So, the timing may have been just right for India: a war in Europe that is economically debilitating the Global South leading to political instability. India as G20 President can take some of their concerns to the high table where there is at least the promise of being heard.

The fact that India has been hit hard by the Ukraine war would have lent credibility to its effort. That and its adroit diplomatic manoeuvring to evade sanctions while continuing to import discounted Russian oil, may have even
warmed southern cockles.

There’s no doubt this summit was a huge platform for India. It has buttressed India’s reputation as the voice of the developing world and amplified the message. But there’s another point here.

Indian diplomats who have served in multilateral institutions and agencies, say developing countries want to see the draft of India’s intervention on key matters before finalising their position.
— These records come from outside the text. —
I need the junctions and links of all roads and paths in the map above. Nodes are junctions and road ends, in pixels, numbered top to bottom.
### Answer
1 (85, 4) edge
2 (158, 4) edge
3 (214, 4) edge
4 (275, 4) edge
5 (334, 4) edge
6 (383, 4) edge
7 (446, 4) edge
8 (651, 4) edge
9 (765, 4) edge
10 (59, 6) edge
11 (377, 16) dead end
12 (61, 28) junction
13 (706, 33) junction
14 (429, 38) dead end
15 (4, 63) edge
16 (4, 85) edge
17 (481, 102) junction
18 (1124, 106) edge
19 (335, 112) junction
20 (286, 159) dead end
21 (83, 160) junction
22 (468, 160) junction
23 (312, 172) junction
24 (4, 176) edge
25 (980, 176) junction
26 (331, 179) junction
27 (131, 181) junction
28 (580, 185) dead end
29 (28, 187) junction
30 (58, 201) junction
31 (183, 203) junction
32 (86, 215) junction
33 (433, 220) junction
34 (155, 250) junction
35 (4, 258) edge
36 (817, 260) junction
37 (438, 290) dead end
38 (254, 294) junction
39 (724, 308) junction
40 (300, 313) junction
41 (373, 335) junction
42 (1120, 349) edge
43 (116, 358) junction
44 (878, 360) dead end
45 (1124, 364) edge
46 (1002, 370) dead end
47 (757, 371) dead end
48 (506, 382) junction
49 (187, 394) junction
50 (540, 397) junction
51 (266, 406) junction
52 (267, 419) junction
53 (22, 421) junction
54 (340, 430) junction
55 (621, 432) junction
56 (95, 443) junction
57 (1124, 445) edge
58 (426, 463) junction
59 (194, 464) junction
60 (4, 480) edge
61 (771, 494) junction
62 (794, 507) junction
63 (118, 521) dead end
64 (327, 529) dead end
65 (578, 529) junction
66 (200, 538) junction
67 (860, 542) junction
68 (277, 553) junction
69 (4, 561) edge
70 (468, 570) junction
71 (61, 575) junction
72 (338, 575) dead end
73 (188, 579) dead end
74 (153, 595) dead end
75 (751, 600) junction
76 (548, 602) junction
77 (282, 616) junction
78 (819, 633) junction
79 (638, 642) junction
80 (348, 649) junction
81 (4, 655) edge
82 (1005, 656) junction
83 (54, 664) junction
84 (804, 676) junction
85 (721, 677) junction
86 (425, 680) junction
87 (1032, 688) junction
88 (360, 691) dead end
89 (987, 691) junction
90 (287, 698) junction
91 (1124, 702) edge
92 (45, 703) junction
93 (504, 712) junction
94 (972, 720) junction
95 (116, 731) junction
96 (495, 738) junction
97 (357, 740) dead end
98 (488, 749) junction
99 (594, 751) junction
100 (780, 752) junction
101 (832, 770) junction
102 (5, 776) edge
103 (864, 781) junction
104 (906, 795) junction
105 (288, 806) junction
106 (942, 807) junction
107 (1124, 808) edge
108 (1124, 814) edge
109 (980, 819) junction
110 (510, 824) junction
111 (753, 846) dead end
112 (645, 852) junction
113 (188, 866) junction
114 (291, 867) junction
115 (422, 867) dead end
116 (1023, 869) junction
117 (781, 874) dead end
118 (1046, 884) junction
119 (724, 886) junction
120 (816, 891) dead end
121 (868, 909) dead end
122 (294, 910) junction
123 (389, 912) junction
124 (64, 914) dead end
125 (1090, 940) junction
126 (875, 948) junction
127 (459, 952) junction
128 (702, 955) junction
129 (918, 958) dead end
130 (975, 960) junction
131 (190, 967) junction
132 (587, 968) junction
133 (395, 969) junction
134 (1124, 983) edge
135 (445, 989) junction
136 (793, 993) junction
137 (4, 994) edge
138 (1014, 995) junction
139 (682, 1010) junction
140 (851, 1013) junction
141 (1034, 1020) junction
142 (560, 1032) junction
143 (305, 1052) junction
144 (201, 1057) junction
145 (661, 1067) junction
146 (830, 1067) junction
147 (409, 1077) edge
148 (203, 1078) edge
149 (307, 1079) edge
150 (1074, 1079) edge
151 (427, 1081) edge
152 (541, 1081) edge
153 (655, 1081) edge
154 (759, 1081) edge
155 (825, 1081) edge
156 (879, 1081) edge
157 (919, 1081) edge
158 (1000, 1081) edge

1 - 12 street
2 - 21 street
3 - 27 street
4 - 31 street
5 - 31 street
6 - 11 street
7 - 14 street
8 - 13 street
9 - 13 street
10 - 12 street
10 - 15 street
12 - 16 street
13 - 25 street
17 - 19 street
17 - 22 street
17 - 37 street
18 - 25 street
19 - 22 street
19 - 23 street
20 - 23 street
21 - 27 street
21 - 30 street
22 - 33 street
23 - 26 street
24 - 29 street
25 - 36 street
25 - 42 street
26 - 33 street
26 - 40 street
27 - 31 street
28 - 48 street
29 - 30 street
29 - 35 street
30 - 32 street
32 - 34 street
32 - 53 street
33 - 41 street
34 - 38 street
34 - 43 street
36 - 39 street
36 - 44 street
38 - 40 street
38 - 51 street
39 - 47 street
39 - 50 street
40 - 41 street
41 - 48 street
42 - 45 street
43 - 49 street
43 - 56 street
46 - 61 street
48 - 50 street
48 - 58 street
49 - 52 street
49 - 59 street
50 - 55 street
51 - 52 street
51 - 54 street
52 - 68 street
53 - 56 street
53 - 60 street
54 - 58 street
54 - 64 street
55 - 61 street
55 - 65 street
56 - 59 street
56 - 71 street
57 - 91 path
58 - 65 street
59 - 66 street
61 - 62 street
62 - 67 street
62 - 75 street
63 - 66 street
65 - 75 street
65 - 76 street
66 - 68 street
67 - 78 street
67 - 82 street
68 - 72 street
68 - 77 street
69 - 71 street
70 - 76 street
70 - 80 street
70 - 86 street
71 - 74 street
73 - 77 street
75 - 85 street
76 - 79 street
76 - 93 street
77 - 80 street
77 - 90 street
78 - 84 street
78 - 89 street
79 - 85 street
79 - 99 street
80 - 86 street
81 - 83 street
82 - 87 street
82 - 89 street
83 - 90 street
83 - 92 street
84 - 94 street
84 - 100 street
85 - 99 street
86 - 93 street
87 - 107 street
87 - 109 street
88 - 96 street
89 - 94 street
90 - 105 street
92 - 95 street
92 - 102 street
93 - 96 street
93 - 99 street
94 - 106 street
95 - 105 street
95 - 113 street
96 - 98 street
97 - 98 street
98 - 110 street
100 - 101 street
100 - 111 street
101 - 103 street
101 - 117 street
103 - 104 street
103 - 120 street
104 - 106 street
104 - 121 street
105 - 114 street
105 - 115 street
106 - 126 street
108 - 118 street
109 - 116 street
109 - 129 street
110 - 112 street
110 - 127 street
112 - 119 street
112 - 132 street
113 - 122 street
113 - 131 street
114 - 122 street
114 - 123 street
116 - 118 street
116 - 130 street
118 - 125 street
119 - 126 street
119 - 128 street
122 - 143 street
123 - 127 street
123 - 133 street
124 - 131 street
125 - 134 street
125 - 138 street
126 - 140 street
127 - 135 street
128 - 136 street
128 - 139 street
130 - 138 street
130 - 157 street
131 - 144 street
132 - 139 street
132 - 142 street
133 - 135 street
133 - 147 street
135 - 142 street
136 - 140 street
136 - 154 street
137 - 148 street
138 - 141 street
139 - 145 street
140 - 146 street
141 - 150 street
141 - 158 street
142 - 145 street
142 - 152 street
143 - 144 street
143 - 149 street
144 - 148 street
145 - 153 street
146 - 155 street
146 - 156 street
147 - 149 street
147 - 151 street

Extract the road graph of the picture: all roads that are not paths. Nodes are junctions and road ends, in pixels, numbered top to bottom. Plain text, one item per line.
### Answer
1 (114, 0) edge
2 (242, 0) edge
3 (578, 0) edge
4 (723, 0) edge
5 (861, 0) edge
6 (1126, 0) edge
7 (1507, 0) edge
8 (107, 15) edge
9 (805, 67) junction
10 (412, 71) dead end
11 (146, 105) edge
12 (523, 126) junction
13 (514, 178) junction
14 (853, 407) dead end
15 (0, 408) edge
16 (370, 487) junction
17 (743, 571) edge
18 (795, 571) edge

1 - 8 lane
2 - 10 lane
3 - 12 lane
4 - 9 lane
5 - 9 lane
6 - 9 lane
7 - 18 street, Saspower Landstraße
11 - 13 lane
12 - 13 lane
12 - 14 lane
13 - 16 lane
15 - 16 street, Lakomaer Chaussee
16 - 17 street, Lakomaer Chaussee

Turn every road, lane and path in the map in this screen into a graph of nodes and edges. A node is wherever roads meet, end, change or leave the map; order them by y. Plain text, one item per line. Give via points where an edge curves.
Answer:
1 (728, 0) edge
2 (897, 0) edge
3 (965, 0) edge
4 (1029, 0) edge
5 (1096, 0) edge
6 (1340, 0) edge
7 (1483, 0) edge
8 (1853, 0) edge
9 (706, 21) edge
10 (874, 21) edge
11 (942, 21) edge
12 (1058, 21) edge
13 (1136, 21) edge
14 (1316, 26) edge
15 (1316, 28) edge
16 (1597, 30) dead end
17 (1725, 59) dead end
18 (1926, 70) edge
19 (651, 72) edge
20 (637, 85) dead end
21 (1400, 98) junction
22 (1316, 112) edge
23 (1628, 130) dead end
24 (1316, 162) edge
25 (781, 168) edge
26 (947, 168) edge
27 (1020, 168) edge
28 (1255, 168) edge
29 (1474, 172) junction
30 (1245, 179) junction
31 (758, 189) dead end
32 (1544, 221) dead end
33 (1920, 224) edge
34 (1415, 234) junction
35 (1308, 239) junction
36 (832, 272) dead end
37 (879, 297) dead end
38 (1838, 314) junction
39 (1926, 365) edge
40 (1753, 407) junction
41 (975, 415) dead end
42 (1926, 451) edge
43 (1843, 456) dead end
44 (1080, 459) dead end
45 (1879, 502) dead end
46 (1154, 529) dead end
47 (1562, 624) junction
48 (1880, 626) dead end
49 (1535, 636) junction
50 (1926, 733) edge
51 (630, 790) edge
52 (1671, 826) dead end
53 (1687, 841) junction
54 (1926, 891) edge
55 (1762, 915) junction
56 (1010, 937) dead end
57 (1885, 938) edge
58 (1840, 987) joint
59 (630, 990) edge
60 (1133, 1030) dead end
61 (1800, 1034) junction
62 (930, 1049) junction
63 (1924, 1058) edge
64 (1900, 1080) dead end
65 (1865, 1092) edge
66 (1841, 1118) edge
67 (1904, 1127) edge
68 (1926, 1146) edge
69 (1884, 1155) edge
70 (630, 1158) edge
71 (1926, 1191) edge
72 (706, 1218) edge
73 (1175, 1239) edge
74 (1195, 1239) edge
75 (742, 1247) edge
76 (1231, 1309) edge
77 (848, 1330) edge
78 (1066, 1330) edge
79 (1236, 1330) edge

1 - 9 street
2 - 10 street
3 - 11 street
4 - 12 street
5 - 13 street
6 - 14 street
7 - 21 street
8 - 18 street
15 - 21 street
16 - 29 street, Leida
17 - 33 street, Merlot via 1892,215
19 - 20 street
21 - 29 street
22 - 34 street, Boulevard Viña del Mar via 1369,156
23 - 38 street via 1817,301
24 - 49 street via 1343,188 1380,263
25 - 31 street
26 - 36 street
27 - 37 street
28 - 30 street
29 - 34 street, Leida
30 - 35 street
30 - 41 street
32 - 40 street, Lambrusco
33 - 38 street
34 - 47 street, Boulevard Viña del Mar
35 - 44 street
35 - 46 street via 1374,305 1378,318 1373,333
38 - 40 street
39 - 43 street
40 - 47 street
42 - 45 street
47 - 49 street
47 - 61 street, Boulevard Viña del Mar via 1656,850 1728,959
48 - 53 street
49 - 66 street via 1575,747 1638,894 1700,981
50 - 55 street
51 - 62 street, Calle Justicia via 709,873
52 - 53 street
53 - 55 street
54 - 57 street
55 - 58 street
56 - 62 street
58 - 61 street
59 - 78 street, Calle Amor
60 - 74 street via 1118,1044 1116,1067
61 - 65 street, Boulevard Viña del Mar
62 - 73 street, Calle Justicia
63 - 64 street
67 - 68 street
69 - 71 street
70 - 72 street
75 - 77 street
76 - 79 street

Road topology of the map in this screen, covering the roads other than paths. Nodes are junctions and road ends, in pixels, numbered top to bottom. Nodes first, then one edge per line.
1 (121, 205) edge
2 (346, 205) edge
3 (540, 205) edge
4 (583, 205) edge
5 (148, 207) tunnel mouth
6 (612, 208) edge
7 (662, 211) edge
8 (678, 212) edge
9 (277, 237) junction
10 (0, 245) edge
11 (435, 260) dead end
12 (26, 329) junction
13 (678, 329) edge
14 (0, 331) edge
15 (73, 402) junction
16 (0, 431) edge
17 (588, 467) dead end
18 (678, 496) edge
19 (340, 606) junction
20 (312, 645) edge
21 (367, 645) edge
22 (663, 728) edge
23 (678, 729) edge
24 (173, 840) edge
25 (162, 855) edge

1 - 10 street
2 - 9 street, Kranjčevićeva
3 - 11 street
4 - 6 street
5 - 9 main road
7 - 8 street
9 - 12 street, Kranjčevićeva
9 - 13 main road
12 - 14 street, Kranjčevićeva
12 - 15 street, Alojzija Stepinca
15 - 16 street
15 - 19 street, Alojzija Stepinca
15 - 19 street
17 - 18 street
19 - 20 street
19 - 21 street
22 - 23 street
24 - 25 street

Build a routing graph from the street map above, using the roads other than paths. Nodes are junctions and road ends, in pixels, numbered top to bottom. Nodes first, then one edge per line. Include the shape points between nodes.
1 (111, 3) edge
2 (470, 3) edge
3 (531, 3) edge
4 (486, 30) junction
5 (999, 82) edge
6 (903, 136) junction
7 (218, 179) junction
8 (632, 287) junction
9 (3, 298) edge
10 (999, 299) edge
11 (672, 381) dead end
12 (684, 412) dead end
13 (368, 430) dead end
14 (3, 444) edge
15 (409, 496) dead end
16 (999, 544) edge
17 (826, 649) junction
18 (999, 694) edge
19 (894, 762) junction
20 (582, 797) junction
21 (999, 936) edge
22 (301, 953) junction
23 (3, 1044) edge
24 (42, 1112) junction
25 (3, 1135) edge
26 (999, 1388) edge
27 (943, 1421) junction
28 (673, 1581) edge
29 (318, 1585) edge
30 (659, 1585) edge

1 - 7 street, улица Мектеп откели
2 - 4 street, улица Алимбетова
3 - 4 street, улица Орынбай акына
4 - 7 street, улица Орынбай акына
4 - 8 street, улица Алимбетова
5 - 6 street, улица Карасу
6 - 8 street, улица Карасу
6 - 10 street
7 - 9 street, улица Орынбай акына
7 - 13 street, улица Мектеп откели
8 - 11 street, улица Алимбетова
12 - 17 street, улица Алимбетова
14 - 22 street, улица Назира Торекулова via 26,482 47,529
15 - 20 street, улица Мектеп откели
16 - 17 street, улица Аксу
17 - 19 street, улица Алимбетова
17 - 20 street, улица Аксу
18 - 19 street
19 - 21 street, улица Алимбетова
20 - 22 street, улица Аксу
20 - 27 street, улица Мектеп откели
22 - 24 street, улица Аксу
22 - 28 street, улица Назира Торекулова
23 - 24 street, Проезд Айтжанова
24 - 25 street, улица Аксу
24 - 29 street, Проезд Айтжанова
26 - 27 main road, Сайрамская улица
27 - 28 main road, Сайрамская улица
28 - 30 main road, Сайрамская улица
As one of them underscored: “They don’t go to China, they go to India since we are like them with similar problems. Priorities are not different.“

But there are some caveats too. China has money which India doesn’t. China has technology which India doesn’t. It’s a different matter that China’s
predatory approach to trade and business has caused it to lose ground among some developing countries. This helps India but lack of capacity and resources remains a huge handicap.

Incidentally China wasn’t invited for the south summit (and some other countries like Pakistan). For that matter no G20 member or G7 member was
invited. This was deliberate to ensure “no rich man’s games that could undermine the outreach to the south”.

It was also the reason why the summit plan was kept confidential until a few days before it kicked off.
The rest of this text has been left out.